No, you should not rely on the continuing existance of action=ajax. I think
ajaxGetExistsWarning is the last thing that prevents us from killing it all
together.

Nothing in core still uses action=ajax at all...we're only hanging on to it due to the plethora of extensions that still use it. However you're right....under NO CIRCUMSTANCES WHATSOEVER should you continue to use action=ajax.

The beauty of the ajax.js method is that it gives you a simple yes or no
answer. There are many other cases as well in which the API user simply wants a
true or false result rather than a tree of complex data to parse. This is one
reason why so many Bot writers use 3rd party API frameworks to interact with
MediaWiki rather than using our API directly. Perhaps one day we could
implement an action=check API method that is just for doing simple checks that
return boolean results.

action=check&prop=filenameexists...
action=check&prop=filehashexists...
action=check&prop=useremailable...

...especially since most of the action=query methods have a weird way of
expressing boolean values (empty string for true, undefined for false).

Setting as "lowest", although looking at the discussion it might even be a WONTFIX? Unless something different has happened in the past three years.

Is this alreay fixed? With prop=imageinfo you get back a "imagerepository" property, which contains the name of the repo or an empty string. Set the iiprop to an empty string to avoid too many extra data.

Usually values for wmf wikis are "local" or "shared", because the config for wmf wikis calls commons shared[1]. Using InstantCommons the content is "wikimediacommons" for foreign images. Using json you have still the issue with the negative page ids, but with indexpageids= you can get a array back where the pageids in the numeric order to get the values (see comment above for the implementation)

[1] https://en.wikipedia.org/w/api.php?action=query&meta=filerepoinfo

Umherirrender: I don't think you read the bug description. Yes, there is a way to get the information, but it is extremely convoluted.

What I want is:
api.php?action=filenameinuse&filename=<filename>

which returns:
{ "filenameinuse": true }
...or...
{ "filenameinuse": false }

It doesn't even need to handle multiple filenames.
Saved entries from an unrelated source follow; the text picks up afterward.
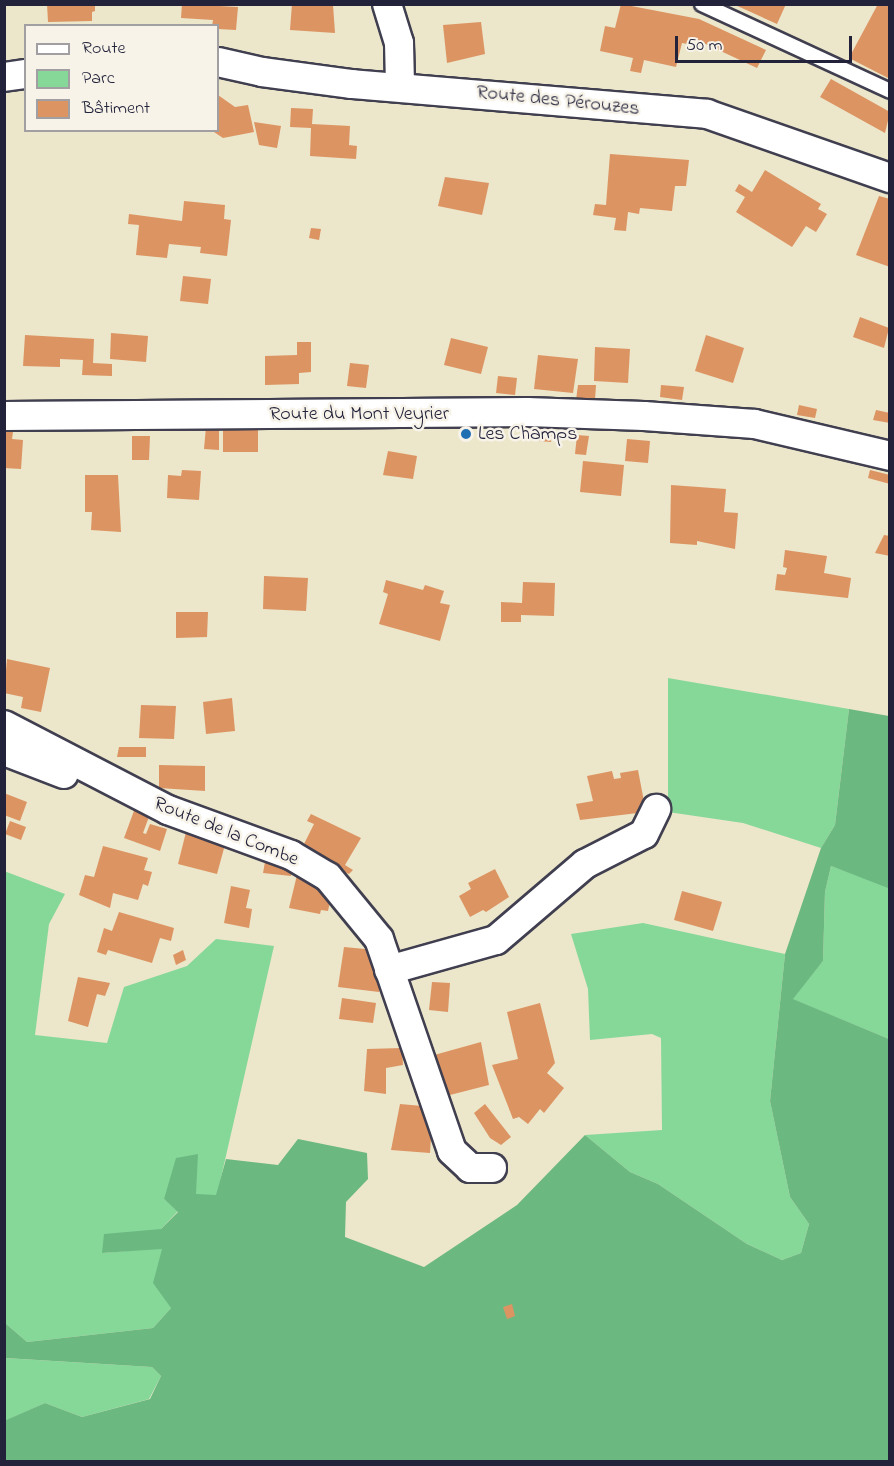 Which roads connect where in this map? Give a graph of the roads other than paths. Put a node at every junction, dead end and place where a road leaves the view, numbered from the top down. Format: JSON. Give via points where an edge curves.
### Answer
{"nodes":[{"id":1,"x":387,"y":4,"type":"edge"},
{"id":2,"x":702,"y":4,"type":"edge"},
{"id":3,"x":219,"y":62,"type":"edge"},
{"id":4,"x":24,"y":74,"type":"edge"},
{"id":5,"x":4,"y":77,"type":"edge"},
{"id":6,"x":399,"y":85,"type":"junction"},
{"id":7,"x":890,"y":91,"type":"edge"},
{"id":8,"x":890,"y":178,"type":"edge"},
{"id":9,"x":4,"y":416,"type":"edge"},
{"id":10,"x":890,"y":456,"type":"edge"},
{"id":11,"x":4,"y":725,"type":"edge"},
{"id":12,"x":4,"y":751,"type":"edge"},
{"id":13,"x":87,"y":769,"type":"junction"},
{"id":14,"x":656,"y":809,"type":"dead end"},
{"id":15,"x":389,"y":970,"type":"junction"},
{"id":16,"x":492,"y":1168,"type":"dead end"}],
"edges":[{"from":1,"to":6,"type":"street","via":[[399,43]]},
{"from":2,"to":7,"type":"lane"},
{"from":3,"to":6,"type":"street","name":"Route des Pérouzes","via":[[352,84]]},
{"from":4,"to":5,"type":"street"},
{"from":6,"to":8,"type":"street","name":"Route des Pérouzes","via":[[707,114]]},
{"from":9,"to":10,"type":"street","name":"Route du Mont Veyrier","via":[[526,412],[644,416],[755,424]]},
{"from":11,"to":13,"type":"street","name":"Route de la Combe"},
{"from":12,"to":13,"type":"street","via":[[62,774]]},
{"from":13,"to":15,"type":"street","name":"Route de la Combe","via":[[168,810],[291,855],[328,877],[379,939]]},
{"from":14,"to":15,"type":"street","via":[[644,834],[585,864],[496,940]]},
{"from":15,"to":16,"type":"street","name":"Route de la Combe","via":[[452,1151],[470,1168]]}]}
This is an extremely common use case for bots (and pretty much any software that uploads images to Commons), so we should make this trivially easy.

There's currently a thread on the cultural-partners list discussing the easiest way to mass upload images to Commons. The apparent winner is:

  • Mass upload the images and metadata to Flickr
  • Transfer the images from Flickr to Commons with GWToolset

Have you guys looked at Flickr's API? It's so logical and simple that a 5-year-old could use it. Our API, in comparison, makes people run away screaming. I hope one day I have some time to work on this, otherwise, it would be awesome if someone else did.

Anomie subscribed.

While it's not as simple as requested, checking if the title's entry has an imageinfo is simple enough. Not supporting multiple titles would be a mistake, since the first feature request would be "support multiple titles". And once you've added support for multiple titles it's little more difficult to use the imageinfo method.

Have you guys looked at Flickr's API? It's so logical and simple that a 5-year-old could use it. Our API, in comparison, makes people run away screaming.

I think you're exaggerating on both fronts there. I doubt most 5-year-olds will have much luck trying to figure out the intricacies of Flickr's request signing, for example.